Experimentele nevenactiviteiten hebben een looptijd van ten hoogste één jaar. Het kan echter zijn dat een experiment, bijvoorbeeld vanwege de deelname van veel verschillende partijen en de daarmee samenhangende organisatie, niet volledig tot zijn recht kan komen binnen die periode. Dan is er de mogelijkheid om de experimentele nevenactiviteiten eenmalig met ten hoogste één jaar te verlengen. Dit moet dan wel voor afloop van de oorspronkelijke looptijd worden gemeld. De verlengingsmogelijkheid is niet bedoeld om het experiment in een nieuw jasje te steken, bijvoorbeeld door daaraan substantieel nieuwe activiteiten toe te voegen of door er belangrijke nieuwe partners bij te betrekken.
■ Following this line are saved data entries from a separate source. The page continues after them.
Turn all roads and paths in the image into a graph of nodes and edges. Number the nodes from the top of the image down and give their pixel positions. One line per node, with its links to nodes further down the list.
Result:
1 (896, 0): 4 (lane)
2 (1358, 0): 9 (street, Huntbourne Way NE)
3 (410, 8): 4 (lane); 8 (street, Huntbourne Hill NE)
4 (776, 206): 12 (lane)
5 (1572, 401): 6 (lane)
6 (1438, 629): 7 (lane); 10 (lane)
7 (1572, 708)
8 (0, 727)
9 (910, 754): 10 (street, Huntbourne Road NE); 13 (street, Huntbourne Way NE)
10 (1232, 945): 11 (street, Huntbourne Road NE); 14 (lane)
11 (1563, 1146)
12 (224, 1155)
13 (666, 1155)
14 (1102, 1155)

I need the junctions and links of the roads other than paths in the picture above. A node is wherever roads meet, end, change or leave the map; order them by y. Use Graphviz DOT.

Om misbruik van de regeling tegen te gaan is tevens bepaald dat experimentele activiteiten die nagenoeg identiek zijn aan eerder uitgevoerde experimenten, niet opnieuw als experiment gestart kunnen worden binnen een jaar na afloop van die eerdere experimenten.
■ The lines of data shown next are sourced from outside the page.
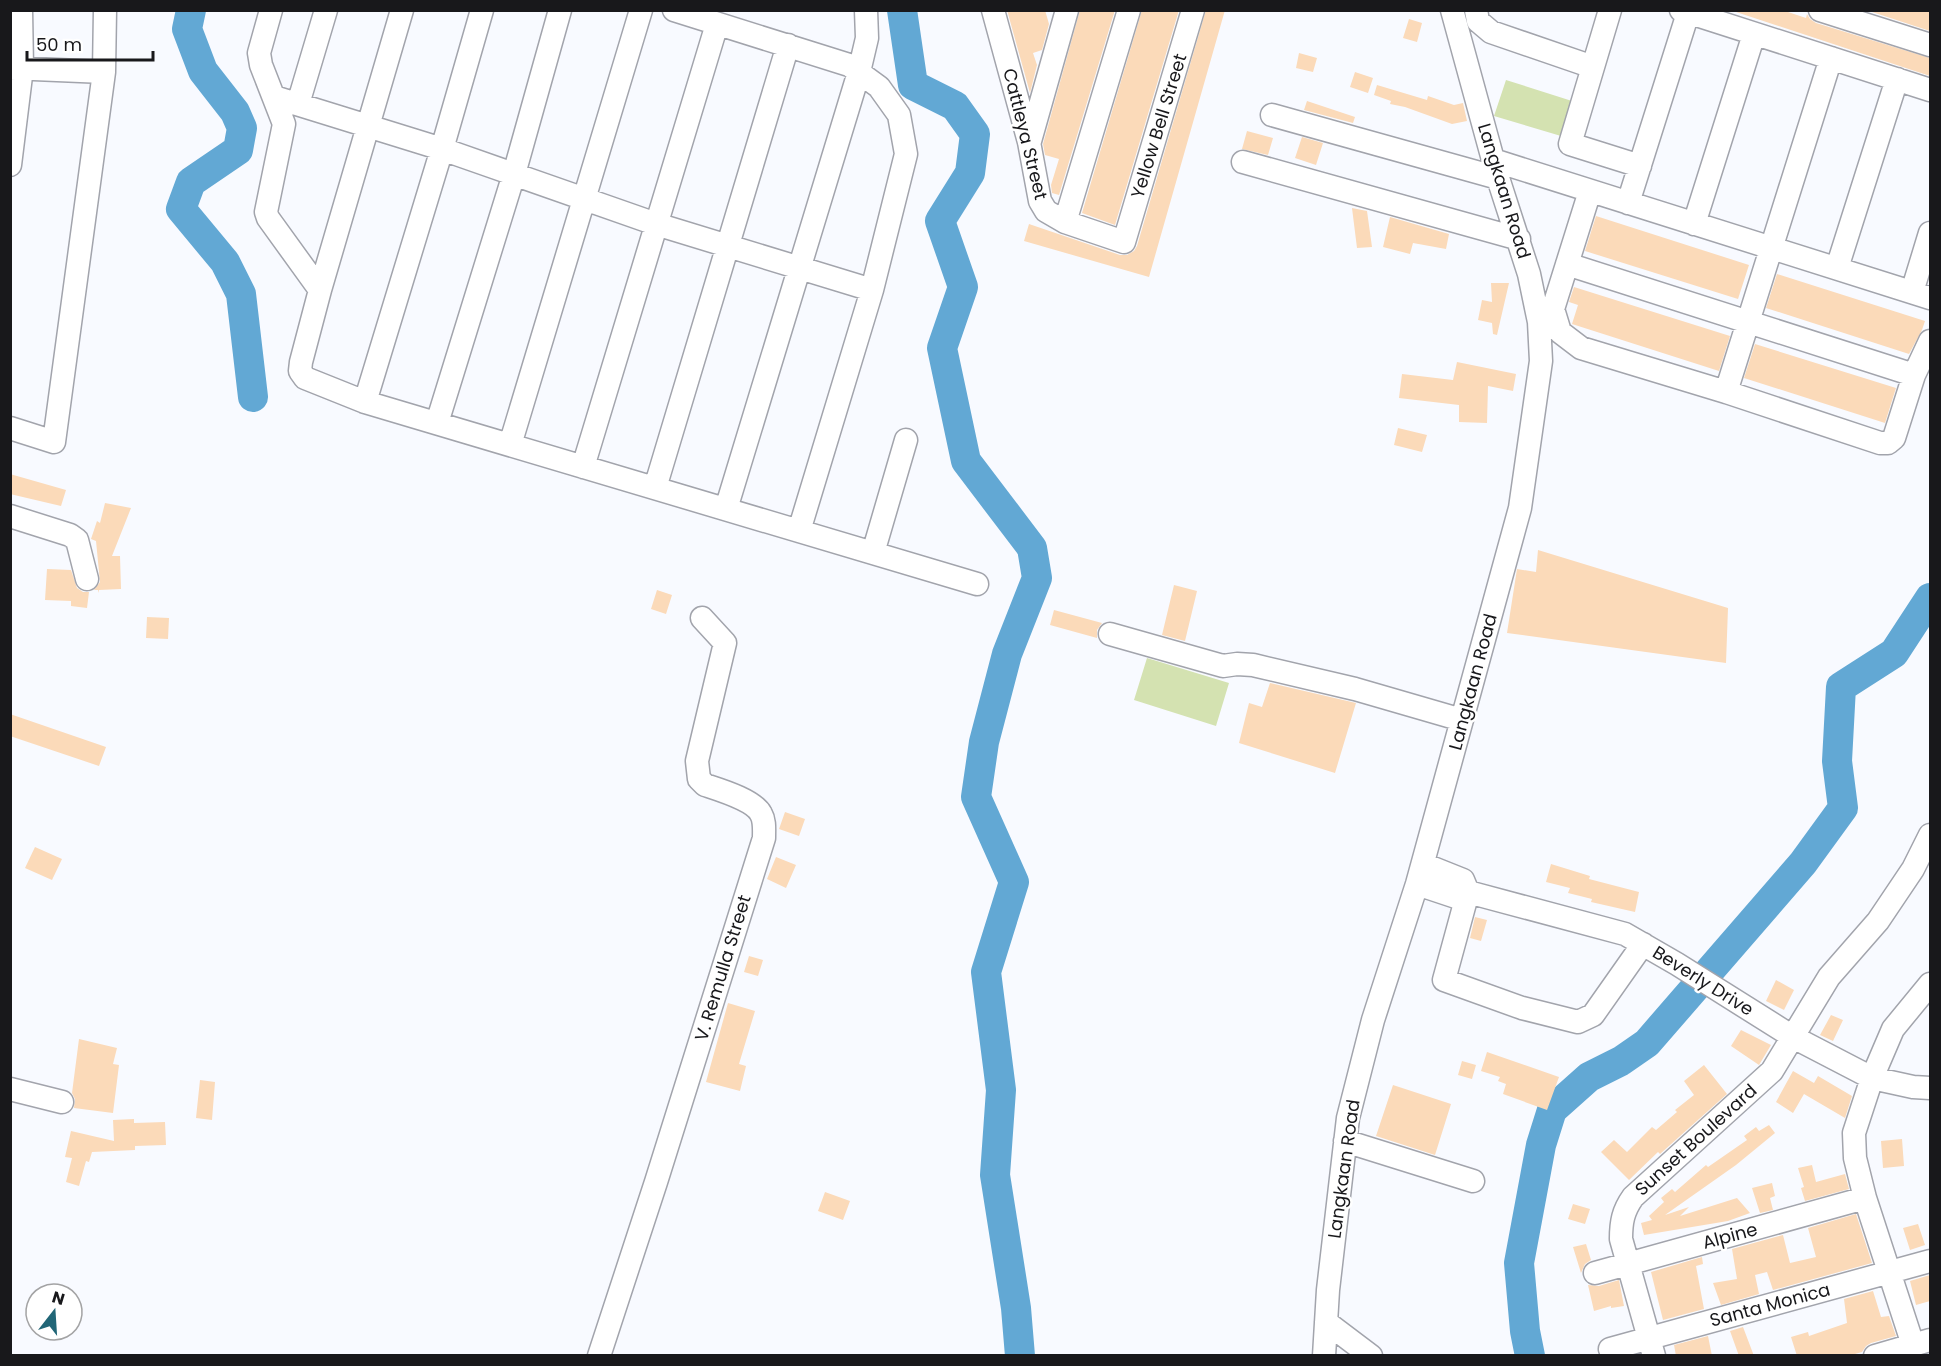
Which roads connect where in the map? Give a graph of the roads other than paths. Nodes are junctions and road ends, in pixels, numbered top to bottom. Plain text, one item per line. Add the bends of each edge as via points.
1 (21, 10) edge
2 (105, 10) edge
3 (326, 10) edge
4 (402, 10) edge
5 (482, 10) edge
6 (560, 10) edge
7 (641, 10) edge
8 (674, 10) edge
9 (866, 10) edge
10 (993, 10) edge
11 (1055, 10) edge
12 (1068, 10) edge
13 (1129, 10) edge
14 (1193, 10) edge
15 (1452, 10) edge
16 (1476, 10) edge
17 (1610, 10) edge
18 (1820, 10) edge
19 (1684, 12) edge
20 (265, 14) edge
21 (717, 24) junction
22 (1061, 32) junction
23 (1754, 34) junction
24 (788, 45) junction
25 (1930, 45) edge
26 (1831, 58) junction
27 (1593, 67) junction
28 (16, 68) edge
29 (104, 72) junction
30 (860, 72) junction
31 (1897, 79) junction
32 (1930, 90) edge
33 (274, 97) junction
34 (298, 104) junction
35 (1272, 115) dead end
36 (368, 125) junction
37 (1029, 142) junction
38 (442, 149) junction
39 (1243, 162) dead end
40 (10, 165) edge
41 (1640, 166) junction
42 (1495, 169) junction
43 (514, 174) junction
44 (1590, 191) junction
45 (585, 198) junction
46 (1628, 203) junction
47 (1065, 222) junction
48 (657, 224) junction
49 (1694, 224) junction
50 (1930, 232) edge
51 (1519, 239) junction
52 (1124, 242) joint
53 (728, 246) junction
54 (1772, 248) junction
55 (1567, 264) junction
56 (799, 268) junction
57 (1837, 268) junction
58 (320, 290) junction
59 (872, 290) junction
60 (1921, 295) edge
61 (1749, 322) junction
62 (1930, 341) edge
63 (1914, 375) junction
64 (1726, 393) junction
65 (365, 402) junction
66 (436, 423) junction
67 (10, 428) edge
68 (906, 440) dead end
69 (510, 445) junction
70 (583, 467) junction
71 (654, 488) junction
72 (726, 509) junction
73 (10, 516) edge
74 (799, 531) junction
75 (873, 553) junction
76 (87, 579) dead end
77 (976, 584) dead end
78 (702, 618) dead end
79 (1110, 634) dead end
80 (1462, 720) junction
81 (1930, 835) edge
82 (1420, 874) junction
83 (1468, 891) junction
84 (1643, 944) junction
85 (1930, 984) edge
86 (1793, 1037) junction
87 (1872, 1078) junction
88 (1930, 1088) edge
89 (10, 1089) edge
90 (62, 1102) dead end
91 (1345, 1141) junction
92 (1473, 1180) dead end
93 (1865, 1198) junction
94 (1930, 1261) edge
95 (1628, 1264) junction
96 (1889, 1272) junction
97 (1595, 1273) dead end
98 (1326, 1322) junction
99 (1922, 1342) edge
100 (1651, 1347) edge
101 (1610, 1349) dead end
102 (599, 1356) edge
103 (1324, 1356) edge
104 (1371, 1356) edge
105 (1875, 1356) edge

1 - 28 street
2 - 29 street
3 - 34 street
4 - 36 street
5 - 38 street
6 - 43 street
7 - 45 street
8 - 21 street
9 - 30 street via 867,38
10 - 37 street, Cattleya Street
11 - 22 street
12 - 22 street
13 - 47 street
14 - 52 street, Yellow Bell Street
15 - 42 street, Langkaan Road
16 - 27 street via 1478,21 1491,32
17 - 27 street
18 - 25 street
19 - 23 street
19 - 41 street
20 - 33 street via 259,53
21 - 24 street
21 - 48 street
22 - 37 street
23 - 26 street
23 - 49 street
24 - 30 street
24 - 53 street
26 - 31 street
26 - 54 street
27 - 41 street via 1570,144
28 - 29 street
28 - 40 street
29 - 67 street via 54,442
30 - 56 street
30 - 59 street via 879,87 899,115 906,154
31 - 32 street
31 - 57 street
33 - 34 street
33 - 58 street via 284,124 266,212
34 - 36 street
35 - 42 street
36 - 38 street
36 - 58 street
37 - 47 street, Cattleya Street via 1040,201 1046,211
38 - 43 street
38 - 65 street
39 - 51 street
41 - 46 street
42 - 44 street
42 - 51 street, Langkaan Road
43 - 45 street
43 - 66 street
44 - 46 street
44 - 55 street
45 - 48 street
45 - 69 street
46 - 49 street
47 - 52 street, Cattleya Street
48 - 53 street
48 - 70 street
49 - 54 street
50 - 60 street
51 - 80 street, Langkaan Road via 1539,322 1541,361 1520,508
53 - 56 street
53 - 71 street
54 - 57 street
54 - 61 street
55 - 61 street
55 - 64 street via 1553,309 1560,332 1581,348
56 - 59 street
56 - 72 street
57 - 60 street
58 - 65 street via 300,371 305,378
59 - 74 street
61 - 63 street
61 - 64 street
62 - 63 street
63 - 64 street via 1894,438 1888,443
65 - 66 street
66 - 69 street
68 - 75 street
69 - 70 street
70 - 71 street
71 - 72 street
72 - 74 street
73 - 76 street via 77,540
74 - 75 street
75 - 77 street
78 - 102 street, V. Remulla Street via 725,643 697,761 699,779 753,804 761,813 764,838
79 - 80 street via 1224,666 1253,665 1355,689
80 - 82 street, Langkaan Road
81 - 86 street, Sunset Boulevard via 1913,869 1878,921 1828,977
82 - 83 street, Beverly Drive via 1459,898
82 - 91 street, Langkaan Road via 1373,1020
83 - 84 street, Beverly Drive via 1625,934
83 - 84 street via 1444,980 1522,1008 1578,1022 1593,1015
84 - 86 street, Beverly Drive
85 - 87 street via 1893,1029
86 - 87 street, Beverly Drive
86 - 95 street, Sunset Boulevard via 1772,1071 1633,1197 1624,1210 1621,1226
87 - 88 street, Beverly Drive
87 - 93 street via 1854,1133 1855,1158
89 - 90 street
91 - 92 street
91 - 98 street, Langkaan Road
93 - 95 street, Alpine
93 - 96 street
94 - 96 street, Santa Monica
95 - 97 street, Alpine
95 - 100 street, Sunset Boulevard
96 - 99 street
96 - 100 street, Santa Monica
98 - 103 street, Langkaan Road
98 - 104 street
99 - 105 street
100 - 101 street, Santa Monica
Succesvolle experimenten kunnen na de experimenteerperiode voortgezet worden als structurele nevenactiviteit. Op dat moment zal er wel een reguliere voorafgaande toetsing conform artikel 2.132, eerste lid, van de Mediawet 2008 moeten plaatsvinden. Artikel 11d beoogt te voorkomen dat een experiment gestopt moeten worden omdat niet voor het einde van de looptijd een beslissing over de goedkeuring kan worden genomen. Als voor het einde van de looptijd een aanvraag voor goedkeuring bij het Commissariaat is ingediend, kan het experiment worden voortgezet totdat het Commissariaat heeft beslist op de aanvraag. Deze regeling is hetzelfde als de regeling voor experimenten met aanbodkanalen op basis van artikel 2.21a, van de Mediawet 2008 en de artikel 1c, tweede lid, van het Mediabesluit 2008.

Artikel 11c

Experimentele nevenactiviteiten – het woord zegt het al – zullen in omvang beperkt moeten blijven. Bovendien rechtvaardigt de afwijking van voorafgaande goedkeuring dat experimenten niet uit de hand lopen. Daarom is er een drempel ingebouwd. Voorafgaande goedkeuring is niet nodig als de totale inbreng in een experimentele nevenactiviteit niet boven 150.000 euro uitkomt. Voor dit bedrag is aansluiting gezocht bij de subsidiegrens die het Stimuleringsfonds voor de pers hanteert in de subsidieregeling voor regionale journalistieke samenwerking.4 Er is gekozen voor een vast bedrag om te voorkomen dat er onduidelijkheid bestaat over de hoogte van de drempels en de drempelbedragen per jaar fluctueren.

Artikel 11e

Artikel 11e regelt dat de publieke media-instellingen in hun begrotingen en jaarverslagen vermelden welke experimentele nevenactiviteiten zij verrichten, hebben verricht of van plan zijn te gaan verrichten en wat de inbreng daarin is. Deze bepaling zorgt er voor dat de publieke media-instellingen transparant te werk gaan bij het uitvoeren van experimenten en al hun activiteiten publiekelijk verantwoorden.

Artikel II

De experimenteerbepaling van artikel 2.132 van de Mediawet 2008 is al per 1 januari 2014 in werking getreden. Bij betrokken partijen – de publieke media-instellingen, mediabedrijven, culturele instellingen en het Commissariaat – bestaat grote behoefte aan invulling van de nadere voorwaarden voor het kunnen uitvoeren van experimenten. Om die reden is afgeweken van de vaste verandermomenten en is gekozen voor snelle inwerkingtreding.

De Staatssecretaris van Onderwijs, Cultuur en Wetenschap, S. Dekker


X Noot
1

Tweede Kamer, 2010–2011, 32 827, nr. 1.

X Noot
2

Tweede Kamer, 2011–2012, 32 827, nr. 30.

X Noot
3

Tweede Kamer, 2011–2012, 31 777, nr. 26.

X Noot
4

Regeling van het Stimuleringsfonds voor de pers van 17 juli 2012, nr. 22288, tot vaststelling van een tijdelijke subsidieregeling regionale journalistieke samenwerking 2012.